Creativity is a relatively modern concept. The ancients didn’t really believe that ideas are ‘created’ so much as discovered or imitated from nature. They did have a point: so many of the ideas we think are creative were previously discovered by mother nature; but its not surprising, since she did have a several billion years head-start on us!
What is creativity? Author Graham Wallas published a book in 1926 called ‘The art of thought’ that came up with a useful model for the creative problem-solving process, having 5 stages:
1. Preparation (understanding the problem and all the parts that make it up)
2. Incubation (leaving it to your subconscious mind)
3. Intimation (a gut feeling that a solution is on the way)
4. Illumination (the creative solution pops into your mind)
5. Verification (you check that it works)
Whilst this process makes sense to most people, it still leaves creativity as a fundamentally mysterious process: its something your subconscious mind does, without you having much insight into how it is generating the creative idea.
Everyone seems to understand the importance of creativity and innovation, but few people and companies are able to enhance their creativity. Companies, in particular, seem to struggle with innovation. They know they need it, but often don’t know how to get it. The problem may be that the other tendencies of companies – to become hyper-efficient, focused, process-driven – stop them being creative as these qualities are often the opposite of what’s needed to be creative. Innovation requires a tolerance for being inefficient. You need to be prepared to try lots of different things and fail a lot in order to discover new ideas and techniques. Being too focused on optimising your ability to do something means you could miss out on changes. And if there is one constant in the world, its change!
Not only do we have a fear of failure that can hold us back from being creative, but we can often kill a good idea before it has a chance to develop just because we are often our own worse critics. Just as a creative idea enters our brain, our inner critic may shoot it down because it conflicts with ‘how things are’. Or we may avoid suggesting it to others because we don’t want to look stupid. This is why brainstorming in groups often doesn’t work: we don’t want to look foolish in front of others. The solution is to separate out the idea-producing stage from the idea evaluation stage: first just try and come up with as many ideas as possible, and only afterwards go through and judge them logically.
Here are some ways you can become more creative and innovative:
See the familiar in new ways
Try combining ideas that aren’t usually combined. We place things into categories in our minds, and often that blinds us to a good idea because we aren’t making the connection. If you need to generate a creative solution to a problem, you could try mixing together ideas from categories that are usually different.
Similarly, our brains can get locked on to only one way to see objects. Psychologists call this ‘functional fixedness’. The problem is that we see the function of an object rather than what it literally is. Instead, try describing objects by their material properties, or think about how you would describe the object to an alien who had never seen it before. For example, instead of just thinking ‘this object is a hammer’, think ‘this is a stick of wood with a lump of metal attached to the end’.
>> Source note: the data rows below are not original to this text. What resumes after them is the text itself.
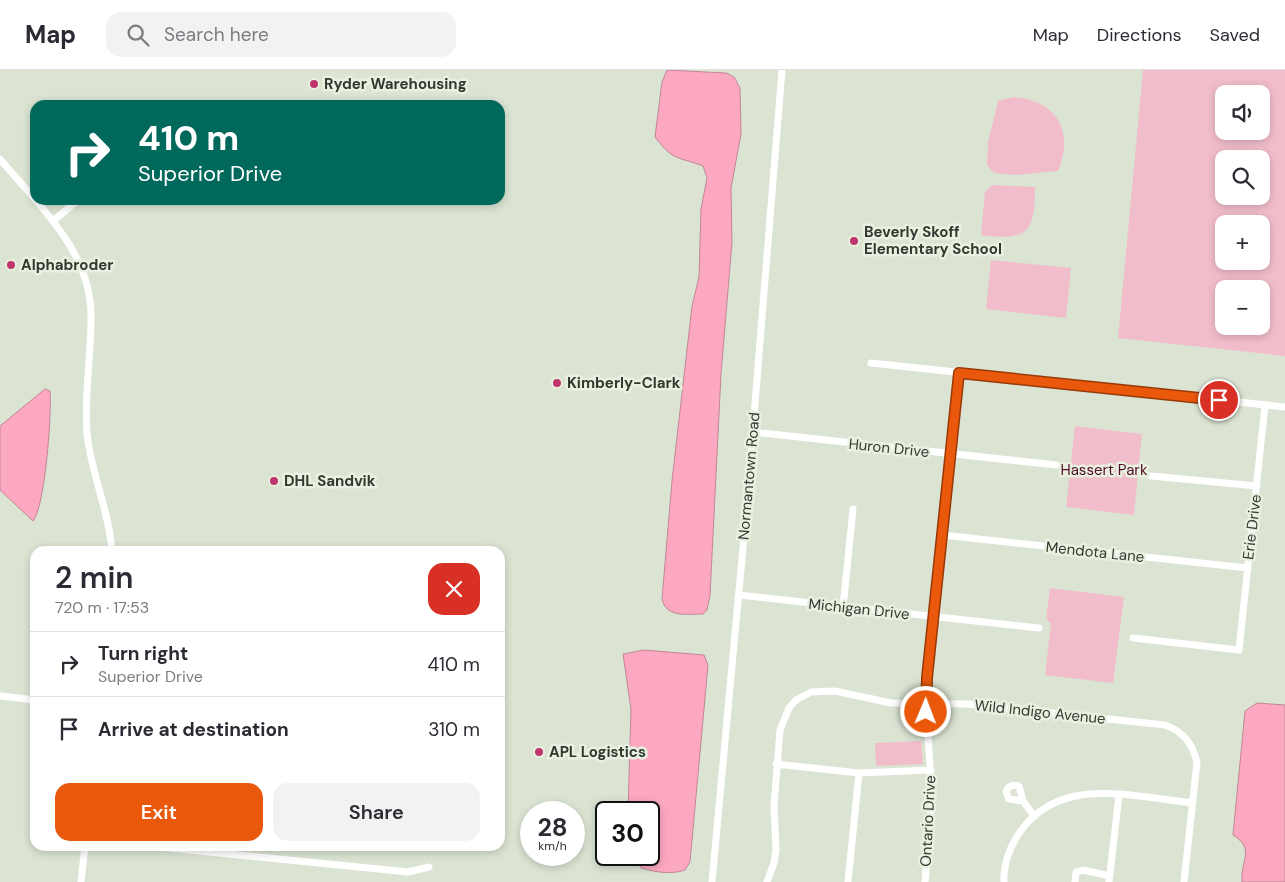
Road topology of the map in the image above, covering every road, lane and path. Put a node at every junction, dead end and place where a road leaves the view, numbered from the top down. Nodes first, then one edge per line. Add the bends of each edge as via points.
1 (782, 70) edge
2 (0, 159) edge
3 (30, 194) edge
4 (39, 205) edge
5 (72, 205) edge
6 (53, 221) junction
7 (871, 363) dead end
8 (959, 373) junction
9 (1265, 405) junction
10 (1285, 407) edge
11 (753, 432) junction
12 (950, 454) junction
13 (1056, 465) dead end
14 (1151, 476) dead end
15 (1257, 486) junction
16 (854, 509) dead end
17 (942, 535) junction
18 (112, 546) edge
19 (1248, 568) junction
20 (739, 595) junction
21 (843, 607) junction
22 (933, 617) junction
23 (1039, 628) dead end
24 (1133, 638) dead end
25 (0, 696) edge
26 (30, 699) edge
27 (926, 705) junction
28 (776, 764) junction
29 (931, 770) junction
30 (859, 773) junction
31 (1119, 795) junction
32 (1023, 801) dead end
33 (1193, 803) junction
34 (1034, 816) junction
35 (84, 851) edge
36 (199, 851) edge
37 (429, 867) dead end
38 (1110, 879) edge
39 (81, 882) edge
40 (712, 882) edge
41 (767, 882) edge
42 (848, 882) edge
43 (925, 882) edge
44 (1004, 882) edge
45 (1075, 882) edge
46 (1184, 882) edge

1 - 11 street, Normantown Road
2 - 3 street
4 - 6 street
5 - 6 street
6 - 18 street via 71,244 90,302 87,435 91,462 110,526
7 - 8 street
8 - 9 street
8 - 12 street, Ontario Drive
9 - 10 street
9 - 15 street, Erie Drive
11 - 12 street, Huron Drive
11 - 20 street, Normantown Road
12 - 13 street, Huron Drive
12 - 17 street, Ontario Drive
14 - 15 street
15 - 19 street, Erie Drive
16 - 21 street
17 - 19 street, Mendota Lane
17 - 22 street, Ontario Drive
19 - 24 street, Erie Drive via 1239,650
20 - 21 street, Michigan Drive
20 - 40 street, Normantown Road
21 - 22 street, Michigan Drive
22 - 23 street, Michigan Drive
22 - 27 street, Ontario Drive
25 - 26 street
27 - 28 street, Wild Indigo Avenue via 891,703 836,690 811,692 788,708 782,724
27 - 29 street, Ontario Drive
27 - 33 street, Wild Indigo Avenue via 966,704 1166,725 1182,734 1194,750
28 - 30 street
28 - 41 street via 776,850
29 - 30 street
29 - 43 street, Ontario Drive
30 - 42 street
31 - 33 street
31 - 34 street via 1097,793 1064,797
31 - 38 street
32 - 34 street
33 - 46 street, Wild Indigo Avenue
34 - 44 street via 1010,850
35 - 39 street
36 - 37 street via 408,872
38 - 45 street via 1082,870 1076,872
Serendipity is when you come across an idea at just the right moment that relates to something you were thinking about. Perhaps the reason why our subconscious mind can be so powerfully creative is that it just continues to keep an eye out for ideas, or sorts through ideas in our memories that we had consciously forgotten about, and sees if any are relevant to the problem. You can consciously encourage this process however. Pick up a book, flick to any page randomly, and look at, for example, the top right word on the right page. How does this word relate to your problem? Try to think of some connection. Similarly, constantly expose yourself to new ideas, and challenge your beliefs by thinking if its possible that some of them could be wrong or there could be alternative beliefs that are just as valid.
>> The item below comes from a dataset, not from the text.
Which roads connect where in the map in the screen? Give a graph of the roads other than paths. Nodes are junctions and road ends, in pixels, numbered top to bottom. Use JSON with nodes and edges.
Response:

Get your brain into the ‘alpha’ state.
When we are day-dreaming, we can become naturally more creative as our brains become less rigid in their thinking. Our brains in this state are producing a particular frequency pattern called alpha waves. They give us a relaxed yet alert (i.e. not sleeping) state of mind. You can get yourself into this state by sitting comfortably upright, relaxing and closing your eyes.
Another similar technique is just to sleep on a problem that you’re seeking a creative solution to. This is basically the ‘incubation’ period that I mentioned above. Think about the problem before you go to sleep, then let it go. Keep some paper and a pen next to your bed, so if you have any ideas when you wake up you can quickly write then down before they are forgotten.
All of us can benefit from increasing our creativity. Experiment with the above techniques and let me know if they work for you, or if there are any different techniques that work for you.